The intrinsic viscosity of the obtained thermoplastic polyester elastomers, outgas amount, performing measurements such as titanium atom content of the thermoplastic polyester elastomers, and the results are shown in Table 1.

[Comparative Example 2]
Except for changing the poly molecular weight of (tetramethylene oxide) glycol 1500, to obtain a thermoplastic polyester elastomers in the same manner as in Comparative Example 1. The intrinsic viscosity of the obtained thermoplastic polyester elastomers, outgas amount, performing measurements such as titanium atom content of the thermoplastic polyester elastomers, and the results are shown in Table 1.

[Comparative Example 3]
Except that the molecular weight of the poly (tetramethylene oxide) glycol 2000, to obtain a thermoplastic polyester elastomers in the same manner as in Comparative Example 1.
The intrinsic viscosity of the obtained thermoplastic polyester elastomers, outgas amount, performing measurements such as titanium atom content of the thermoplastic polyester elastomers, and the results are shown in Table 1.
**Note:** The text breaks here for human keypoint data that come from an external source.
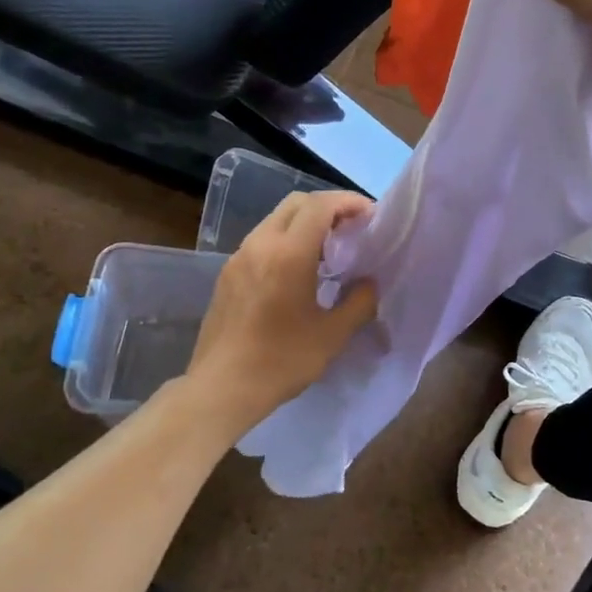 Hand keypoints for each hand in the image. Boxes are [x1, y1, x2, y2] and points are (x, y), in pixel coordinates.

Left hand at [186, 190, 378, 430]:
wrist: (221, 388)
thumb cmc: (281, 361)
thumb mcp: (332, 335)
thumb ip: (359, 302)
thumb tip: (369, 283)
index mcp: (289, 253)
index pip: (320, 206)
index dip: (349, 202)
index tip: (370, 216)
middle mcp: (260, 244)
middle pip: (296, 203)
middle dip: (327, 207)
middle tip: (351, 228)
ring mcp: (239, 257)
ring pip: (275, 220)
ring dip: (305, 223)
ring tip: (328, 249)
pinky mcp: (227, 274)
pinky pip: (261, 241)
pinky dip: (285, 240)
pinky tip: (297, 270) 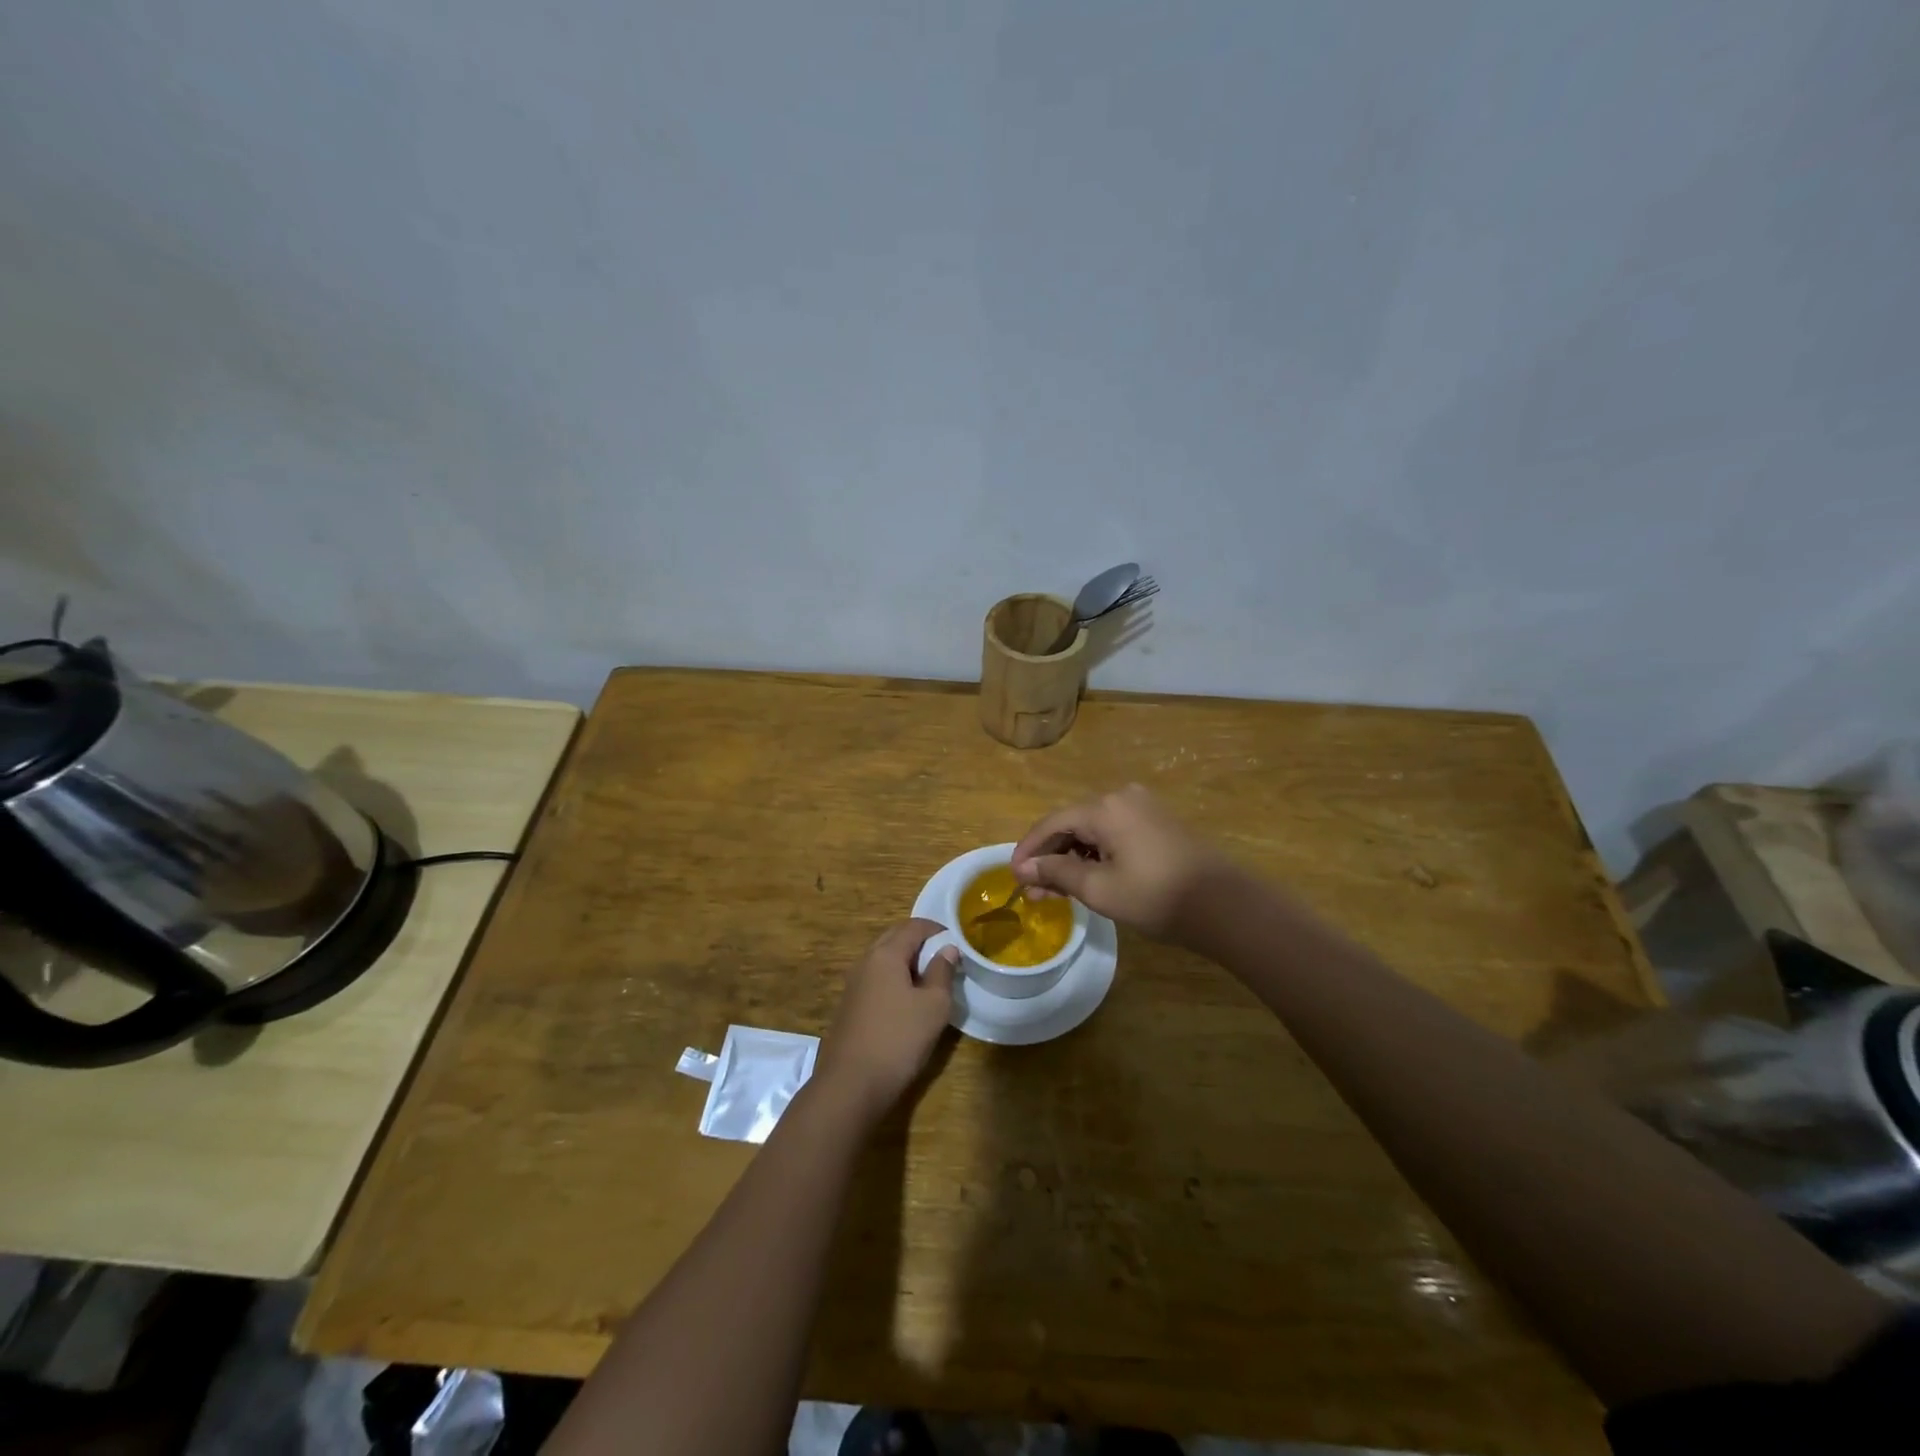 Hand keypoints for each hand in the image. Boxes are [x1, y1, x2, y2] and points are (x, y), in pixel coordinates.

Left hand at [815, 919, 957, 1122]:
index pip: (913, 926)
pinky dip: (894, 979)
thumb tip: (947, 949)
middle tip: (944, 958)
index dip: (937, 929)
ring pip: (883, 960)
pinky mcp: (849, 1006)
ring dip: (906, 962)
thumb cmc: (899, 1039)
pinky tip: (907, 1002)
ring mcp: (853, 984)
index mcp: (886, 954)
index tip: (957, 941)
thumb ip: (942, 972)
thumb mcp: (934, 1006)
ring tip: (930, 980)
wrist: (850, 1085)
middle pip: (894, 938)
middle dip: (920, 942)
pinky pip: (876, 979)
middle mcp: (865, 962)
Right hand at [1010, 784, 1229, 941]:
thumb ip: (1057, 873)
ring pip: (1093, 829)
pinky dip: (1096, 853)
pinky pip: (1115, 832)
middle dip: (1050, 857)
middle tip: (1035, 891)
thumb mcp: (1099, 889)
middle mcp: (1122, 797)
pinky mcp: (1159, 822)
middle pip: (1073, 823)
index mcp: (1104, 807)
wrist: (1224, 905)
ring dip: (1073, 857)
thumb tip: (1024, 869)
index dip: (1029, 849)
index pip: (1052, 823)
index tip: (1013, 876)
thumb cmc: (1156, 896)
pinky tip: (1088, 877)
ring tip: (1058, 891)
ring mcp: (1143, 807) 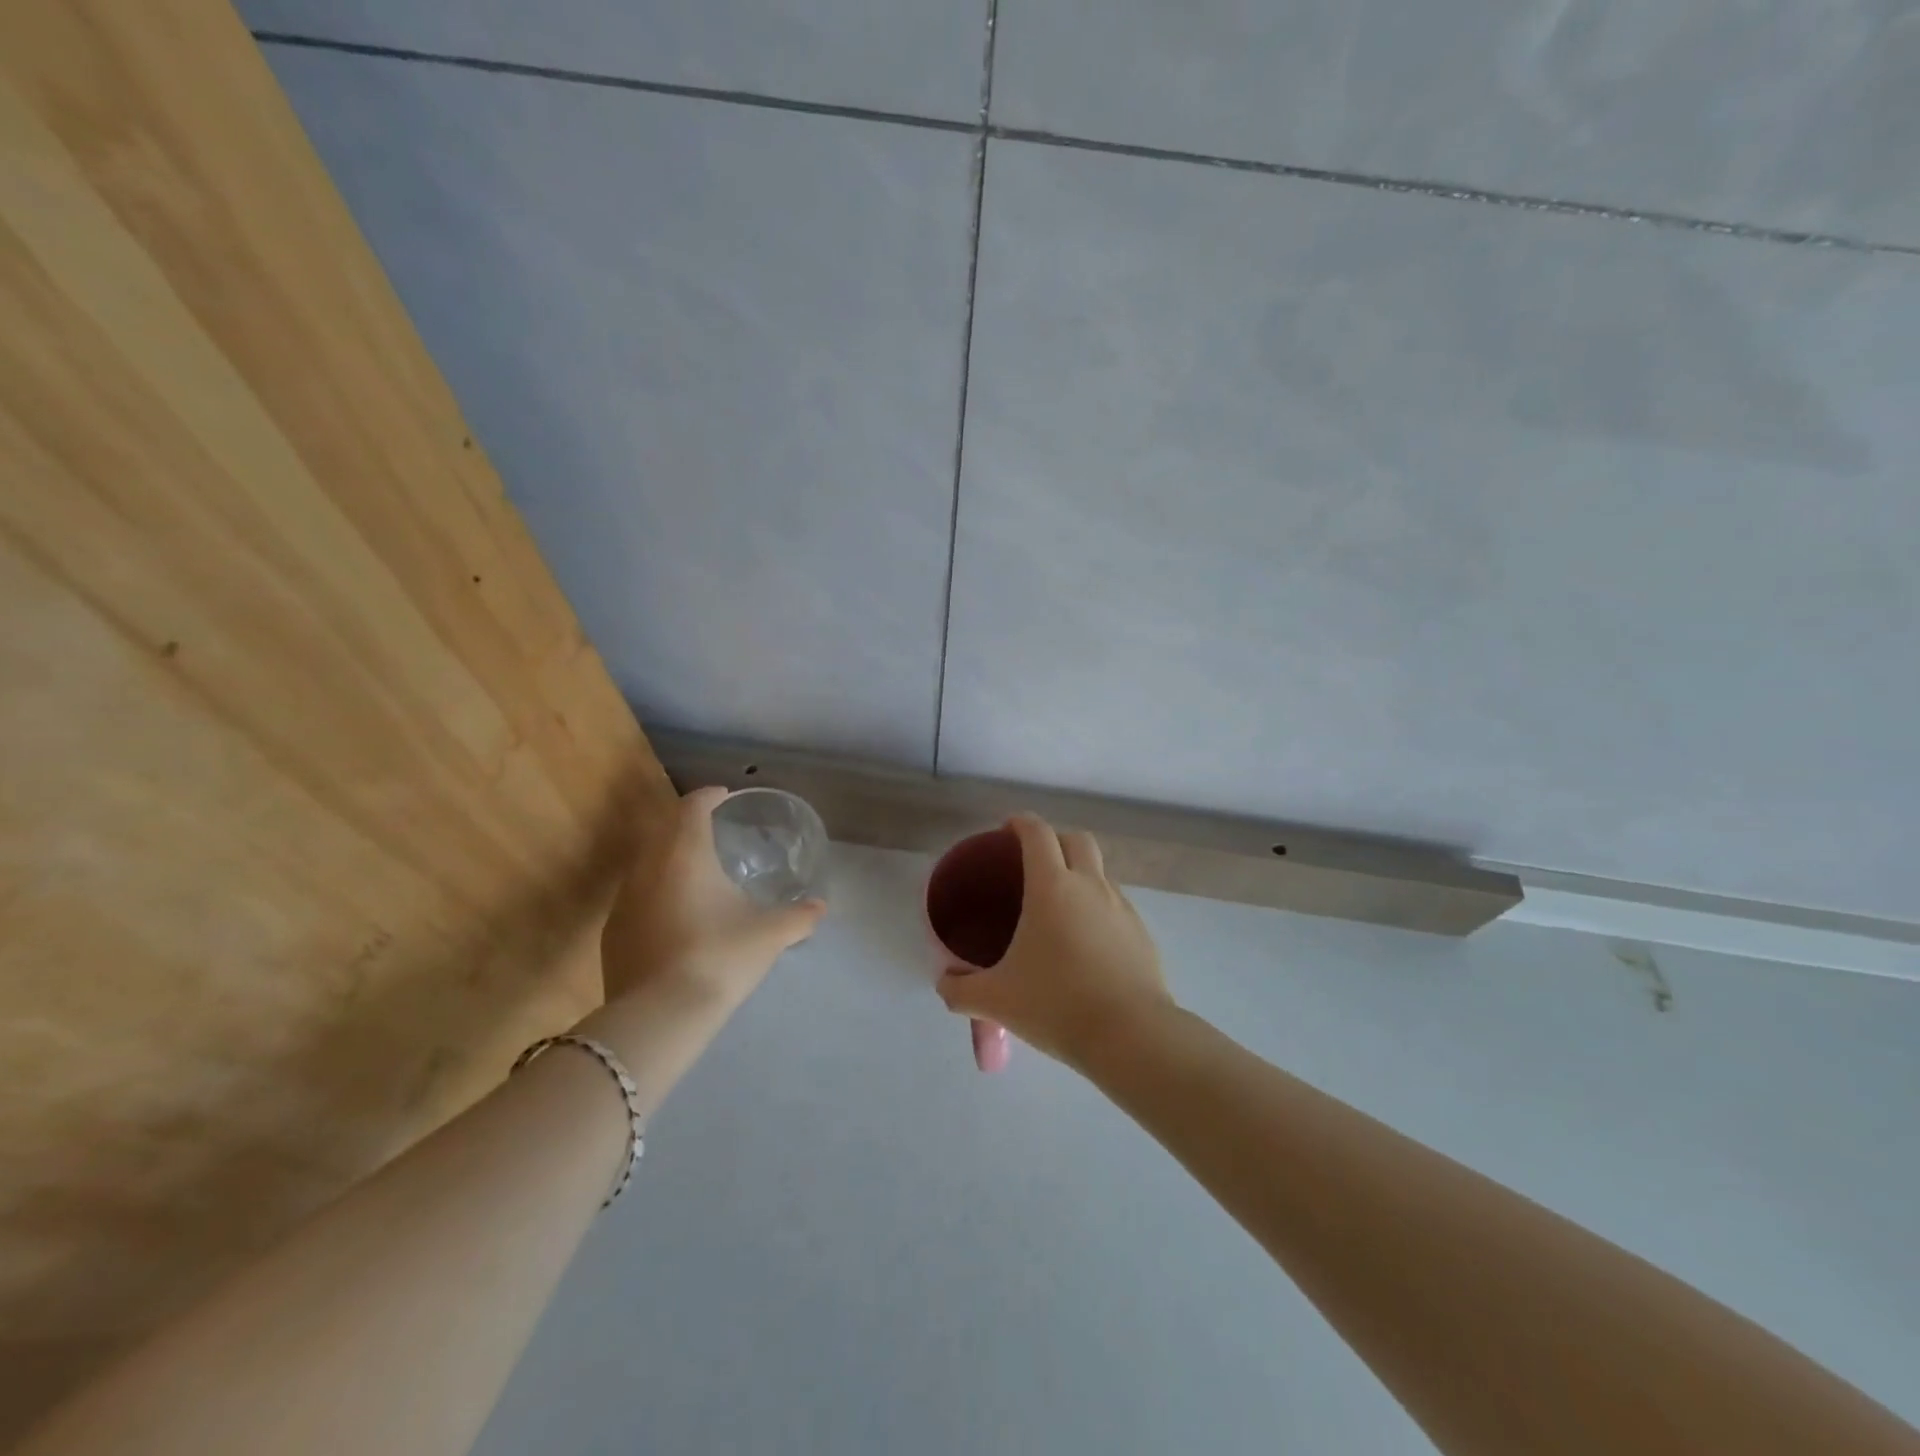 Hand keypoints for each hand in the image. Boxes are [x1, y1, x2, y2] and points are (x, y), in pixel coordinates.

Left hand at [599, 786, 825, 1014]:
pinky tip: (675, 913)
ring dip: (668, 855)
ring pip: (645, 862)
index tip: (723, 796)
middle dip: (686, 822)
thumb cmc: (719, 957)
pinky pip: (636, 895)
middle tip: (711, 827)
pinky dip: (656, 889)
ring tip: (695, 870)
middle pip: (663, 828)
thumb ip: (799, 917)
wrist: (659, 1016)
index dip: (708, 796)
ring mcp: (624, 901)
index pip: (691, 807)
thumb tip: (821, 907)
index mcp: (685, 854)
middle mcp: (648, 867)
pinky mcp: (612, 933)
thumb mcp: (769, 935)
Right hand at [934, 814, 1171, 1069]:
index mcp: (1052, 887)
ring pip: (1100, 871)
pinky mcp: (1142, 933)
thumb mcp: (997, 1000)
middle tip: (1033, 864)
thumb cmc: (1056, 1005)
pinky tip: (1086, 943)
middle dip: (1055, 840)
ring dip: (1080, 874)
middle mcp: (1090, 885)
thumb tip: (945, 984)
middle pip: (1076, 839)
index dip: (1020, 823)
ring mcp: (1122, 907)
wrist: (1131, 1036)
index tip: (1006, 830)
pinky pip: (1116, 904)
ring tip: (1059, 908)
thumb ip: (961, 990)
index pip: (1037, 833)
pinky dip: (1098, 907) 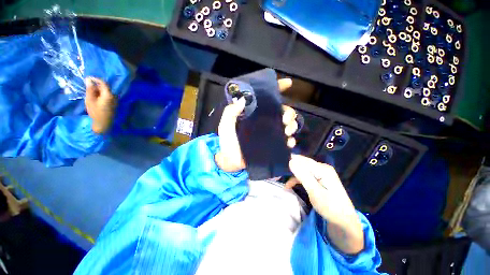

The molded product made of the copolymerized polyester resin of the present invention can reduce volatile components from the molded product, and can be suitably used for gasket members and wafer pressing members.

Claims (6)

A copolymer polyester resin composed of polybutylene naphthalate and aliphatic polyester diol, wherein 30 to 60 parts by mass of aliphatic polyester diol is copolymerized with respect to 100 parts by mass of polybutylene naphthalate and aliphatic polyester diol. It becomes Te, the aliphatic polyester diol, sebacic acid or 1,4-di carboxylic cyclohexane, copolymerized polyester which is a polyester diol derived from 3-methyl-1,5-pentanediol. The copolymer polyester resin according to claim 1, wherein the aliphatic polyester diol has a number average molecular weight in the range of 400 to 4000. The copolymer polyester resin according to claim 1 or 2, wherein the diol repeating unit constituting the aliphatic polyester diol contains a glycol component having 2 to 8 carbon atoms. Method for producing a copolyester resin according to any one of claims 1 to 3, characterized in that the addition of polybutylene naphthalate prepared aliphatic polyester diol at any stage of the polycondensation reaction before the end of the process. A polyester resin molded article obtained by subjecting the copolymerized polyester resin according to any one of claims 1 to 3 to at least one molding selected from extrusion molding, injection molding, blow molding, foam molding and spinning molding.   The polyester resin molded article according to claim 5, wherein the extrusion molding is film formation by extrusion from a thin film die.